YOUR TASK: Leave out any pictures and transcribe all other data below exactly.

*** SUPPLIED MATERIAL ***

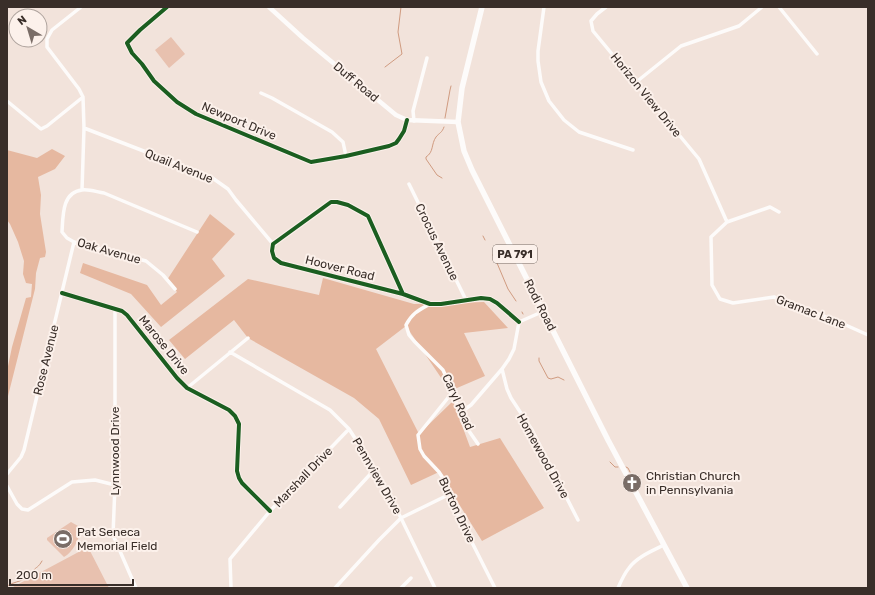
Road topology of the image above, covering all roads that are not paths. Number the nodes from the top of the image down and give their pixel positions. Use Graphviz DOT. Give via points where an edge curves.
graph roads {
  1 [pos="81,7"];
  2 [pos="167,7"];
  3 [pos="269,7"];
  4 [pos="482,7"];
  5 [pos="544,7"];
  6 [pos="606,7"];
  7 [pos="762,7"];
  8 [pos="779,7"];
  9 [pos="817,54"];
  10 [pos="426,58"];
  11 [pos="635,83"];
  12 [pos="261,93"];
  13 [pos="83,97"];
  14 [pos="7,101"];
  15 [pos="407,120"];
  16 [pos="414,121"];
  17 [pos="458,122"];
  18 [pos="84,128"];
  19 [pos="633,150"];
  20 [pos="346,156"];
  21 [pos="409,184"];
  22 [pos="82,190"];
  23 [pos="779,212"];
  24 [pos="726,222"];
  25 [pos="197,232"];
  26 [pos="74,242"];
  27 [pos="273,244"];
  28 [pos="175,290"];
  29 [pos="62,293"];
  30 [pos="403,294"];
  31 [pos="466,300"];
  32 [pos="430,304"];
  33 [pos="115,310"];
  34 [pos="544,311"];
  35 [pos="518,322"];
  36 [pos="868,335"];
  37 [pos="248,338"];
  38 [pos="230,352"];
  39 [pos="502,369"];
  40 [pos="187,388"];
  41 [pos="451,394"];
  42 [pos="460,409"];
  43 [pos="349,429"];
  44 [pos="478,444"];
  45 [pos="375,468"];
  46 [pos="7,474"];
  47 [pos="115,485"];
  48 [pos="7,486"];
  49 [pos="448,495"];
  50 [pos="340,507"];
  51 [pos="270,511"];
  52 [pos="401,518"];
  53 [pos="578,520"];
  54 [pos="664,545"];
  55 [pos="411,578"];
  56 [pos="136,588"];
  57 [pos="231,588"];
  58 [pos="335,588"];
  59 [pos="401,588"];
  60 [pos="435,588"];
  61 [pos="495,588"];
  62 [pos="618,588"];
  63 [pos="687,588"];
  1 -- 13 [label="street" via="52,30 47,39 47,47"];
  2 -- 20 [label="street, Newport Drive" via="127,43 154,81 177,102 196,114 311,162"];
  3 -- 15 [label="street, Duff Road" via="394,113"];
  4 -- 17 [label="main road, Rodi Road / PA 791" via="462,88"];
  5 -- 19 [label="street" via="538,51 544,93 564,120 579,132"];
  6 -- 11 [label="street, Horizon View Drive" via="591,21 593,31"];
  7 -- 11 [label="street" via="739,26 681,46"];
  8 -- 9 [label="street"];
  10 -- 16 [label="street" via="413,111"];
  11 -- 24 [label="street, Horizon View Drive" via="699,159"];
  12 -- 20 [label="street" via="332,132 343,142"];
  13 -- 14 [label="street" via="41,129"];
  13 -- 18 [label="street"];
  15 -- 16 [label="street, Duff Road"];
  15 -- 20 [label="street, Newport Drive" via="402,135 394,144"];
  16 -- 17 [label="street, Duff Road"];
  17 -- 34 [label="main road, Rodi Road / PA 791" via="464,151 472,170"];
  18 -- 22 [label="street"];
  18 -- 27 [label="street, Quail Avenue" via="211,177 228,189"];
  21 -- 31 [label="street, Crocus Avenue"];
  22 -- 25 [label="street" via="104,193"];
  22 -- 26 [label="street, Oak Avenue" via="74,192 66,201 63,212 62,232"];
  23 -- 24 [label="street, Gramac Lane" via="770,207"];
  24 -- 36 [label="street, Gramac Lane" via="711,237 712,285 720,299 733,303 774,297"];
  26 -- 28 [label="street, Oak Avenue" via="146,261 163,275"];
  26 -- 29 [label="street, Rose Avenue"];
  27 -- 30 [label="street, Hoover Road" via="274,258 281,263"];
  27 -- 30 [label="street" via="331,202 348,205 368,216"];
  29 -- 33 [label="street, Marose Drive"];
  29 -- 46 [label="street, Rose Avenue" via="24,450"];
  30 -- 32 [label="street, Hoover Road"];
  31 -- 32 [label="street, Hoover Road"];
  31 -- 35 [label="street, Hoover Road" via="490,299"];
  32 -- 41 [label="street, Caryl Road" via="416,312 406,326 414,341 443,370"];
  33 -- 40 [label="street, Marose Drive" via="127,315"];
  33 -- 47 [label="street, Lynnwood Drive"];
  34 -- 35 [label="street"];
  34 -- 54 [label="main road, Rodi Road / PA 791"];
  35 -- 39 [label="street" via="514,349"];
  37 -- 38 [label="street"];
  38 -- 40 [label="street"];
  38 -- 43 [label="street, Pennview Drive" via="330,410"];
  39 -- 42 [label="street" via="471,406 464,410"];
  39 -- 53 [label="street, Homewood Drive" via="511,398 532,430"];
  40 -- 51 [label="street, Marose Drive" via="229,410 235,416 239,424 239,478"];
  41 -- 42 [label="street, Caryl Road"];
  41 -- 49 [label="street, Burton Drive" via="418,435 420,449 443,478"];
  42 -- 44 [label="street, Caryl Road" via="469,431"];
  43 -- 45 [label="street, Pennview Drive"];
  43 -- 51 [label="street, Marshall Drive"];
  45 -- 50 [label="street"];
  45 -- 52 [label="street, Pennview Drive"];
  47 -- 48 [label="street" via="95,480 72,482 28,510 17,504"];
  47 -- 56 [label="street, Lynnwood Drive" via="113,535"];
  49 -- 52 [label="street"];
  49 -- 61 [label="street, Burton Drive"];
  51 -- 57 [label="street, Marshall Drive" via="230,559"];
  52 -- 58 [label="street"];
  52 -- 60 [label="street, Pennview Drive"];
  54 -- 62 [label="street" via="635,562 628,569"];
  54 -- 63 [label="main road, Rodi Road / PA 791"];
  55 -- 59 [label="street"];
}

*** End of SUPPLIED MATERIAL ***

WRITTEN RESPONSE:
Road topology of the image above, covering all roads that are not paths. Number the nodes from the top of the image down and give their pixel positions. Use Graphviz DOT. Give via points where an edge curves.
graph roads {
  1 [pos="81,7"];
  2 [pos="167,7"];
  3 [pos="269,7"];
  4 [pos="482,7"];
  5 [pos="544,7"];
  6 [pos="606,7"];
  7 [pos="762,7"];
  8 [pos="779,7"];
  9 [pos="817,54"];
  10 [pos="426,58"];
  11 [pos="635,83"];
  12 [pos="261,93"];
  13 [pos="83,97"];
  14 [pos="7,101"];
  15 [pos="407,120"];
  16 [pos="414,121"];
  17 [pos="458,122"];
  18 [pos="84,128"];
  19 [pos="633,150"];
  20 [pos="346,156"];
  21 [pos="409,184"];
  22 [pos="82,190"];
  23 [pos="779,212"];
  24 [pos="726,222"];
  25 [pos="197,232"];
  26 [pos="74,242"];
  27 [pos="273,244"];
  28 [pos="175,290"];
  29 [pos="62,293"];
  30 [pos="403,294"];
  31 [pos="466,300"];
  32 [pos="430,304"];
  33 [pos="115,310"];
  34 [pos="544,311"];
  35 [pos="518,322"];
  36 [pos="868,335"];
  37 [pos="248,338"];
  38 [pos="230,352"];
  39 [pos="502,369"];
  40 [pos="187,388"];
  41 [pos="451,394"];
  42 [pos="460,409"];
  43 [pos="349,429"];
  44 [pos="478,444"];
  45 [pos="375,468"];
  46 [pos="7,474"];
  47 [pos="115,485"];
  48 [pos="7,486"];
  49 [pos="448,495"];
  50 [pos="340,507"];
  51 [pos="270,511"];
  52 [pos="401,518"];
  53 [pos="578,520"];
  54 [pos="664,545"];
  55 [pos="411,578"];
  56 [pos="136,588"];
  57 [pos="231,588"];
  58 [pos="335,588"];
  59 [pos="401,588"];
  60 [pos="435,588"];
  61 [pos="495,588"];
  62 [pos="618,588"];
  63 [pos="687,588"];
  1 -- 13 [label="street" via="52,30 47,39 47,47"];
  2 -- 20 [label="street, Newport Drive" via="127,43 154,81 177,102 196,114 311,162"];
  3 -- 15 [label="street, Duff Road" via="394,113"];
  4 -- 17 [label="main road, Rodi Road / PA 791" via="462,88"];
  5 -- 19 [label="street" via="538,51 544,93 564,120 579,132"];
  6 -- 11 [label="street, Horizon View Drive" via="591,21 593,31"];
  7 -- 11 [label="street" via="739,26 681,46"];
  8 -- 9 [label="street"];
  10 -- 16 [label="street" via="413,111"];
  11 -- 24 [label="street, Horizon View Drive" via="699,159"];
  12 -- 20 [label="street" via="332,132 343,142"];
  13 -- 14 [label="street" via="41,129"];
  13 -- 18 [label="street"];
  15 -- 16 [label="street, Duff Road"];
  15 -- 20 [label="street, Newport Drive" via="402,135 394,144"];
  16 -- 17 [label="street, Duff Road"];
  17 -- 34 [label="main road, Rodi Road / PA 791" via="464,151 472,170"];
  18 -- 22 [label="street"];
  18 -- 27 [label="street, Quail Avenue" via="211,177 228,189"];
  21 -- 31 [label="street, Crocus Avenue"];
  22 -- 25 [label="street" via="104,193"];
  22 -- 26 [label="street, Oak Avenue" via="74,192 66,201 63,212 62,232"];
  23 -- 24 [label="street, Gramac Lane" via="770,207"];
  24 -- 36 [label="street, Gramac Lane" via="711,237 712,285 720,299 733,303 774,297"];
  26 -- 28 [label="street, Oak Avenue" via="146,261 163,275"];
  26 -- 29 [label="street, Rose Avenue"];
  27 -- 30 [label="street, Hoover Road" via="274,258 281,263"];
  27 -- 30 [label="street" via="331,202 348,205 368,216"];
  29 -- 33 [label="street, Marose Drive"];
  29 -- 46 [label="street, Rose Avenue" via="24,450"];
  30 -- 32 [label="street, Hoover Road"];
  31 -- 32 [label="street, Hoover Road"];
  31 -- 35 [label="street, Hoover Road" via="490,299"];
  32 -- 41 [label="street, Caryl Road" via="416,312 406,326 414,341 443,370"];
  33 -- 40 [label="street, Marose Drive" via="127,315"];
  33 -- 47 [label="street, Lynnwood Drive"];
  34 -- 35 [label="street"];
  34 -- 54 [label="main road, Rodi Road / PA 791"];
  35 -- 39 [label="street" via="514,349"];
  37 -- 38 [label="street"];
  38 -- 40 [label="street"];
  38 -- 43 [label="street, Pennview Drive" via="330,410"];
  39 -- 42 [label="street" via="471,406 464,410"];
  39 -- 53 [label="street, Homewood Drive" via="511,398 532,430"];
  40 -- 51 [label="street, Marose Drive" via="229,410 235,416 239,424 239,478"];
  41 -- 42 [label="street, Caryl Road"];
  41 -- 49 [label="street, Burton Drive" via="418,435 420,449 443,478"];
  42 -- 44 [label="street, Caryl Road" via="469,431"];
  43 -- 45 [label="street, Pennview Drive"];
  43 -- 51 [label="street, Marshall Drive"];
  45 -- 50 [label="street"];
  45 -- 52 [label="street, Pennview Drive"];
  47 -- 48 [label="street" via="95,480 72,482 28,510 17,504"];
  47 -- 56 [label="street, Lynnwood Drive" via="113,535"];
  49 -- 52 [label="street"];
  49 -- 61 [label="street, Burton Drive"];
  51 -- 57 [label="street, Marshall Drive" via="230,559"];
  52 -- 58 [label="street"];
  52 -- 60 [label="street, Pennview Drive"];
  54 -- 62 [label="street" via="635,562 628,569"];
  54 -- 63 [label="main road, Rodi Road / PA 791"];
  55 -- 59 [label="street"];
}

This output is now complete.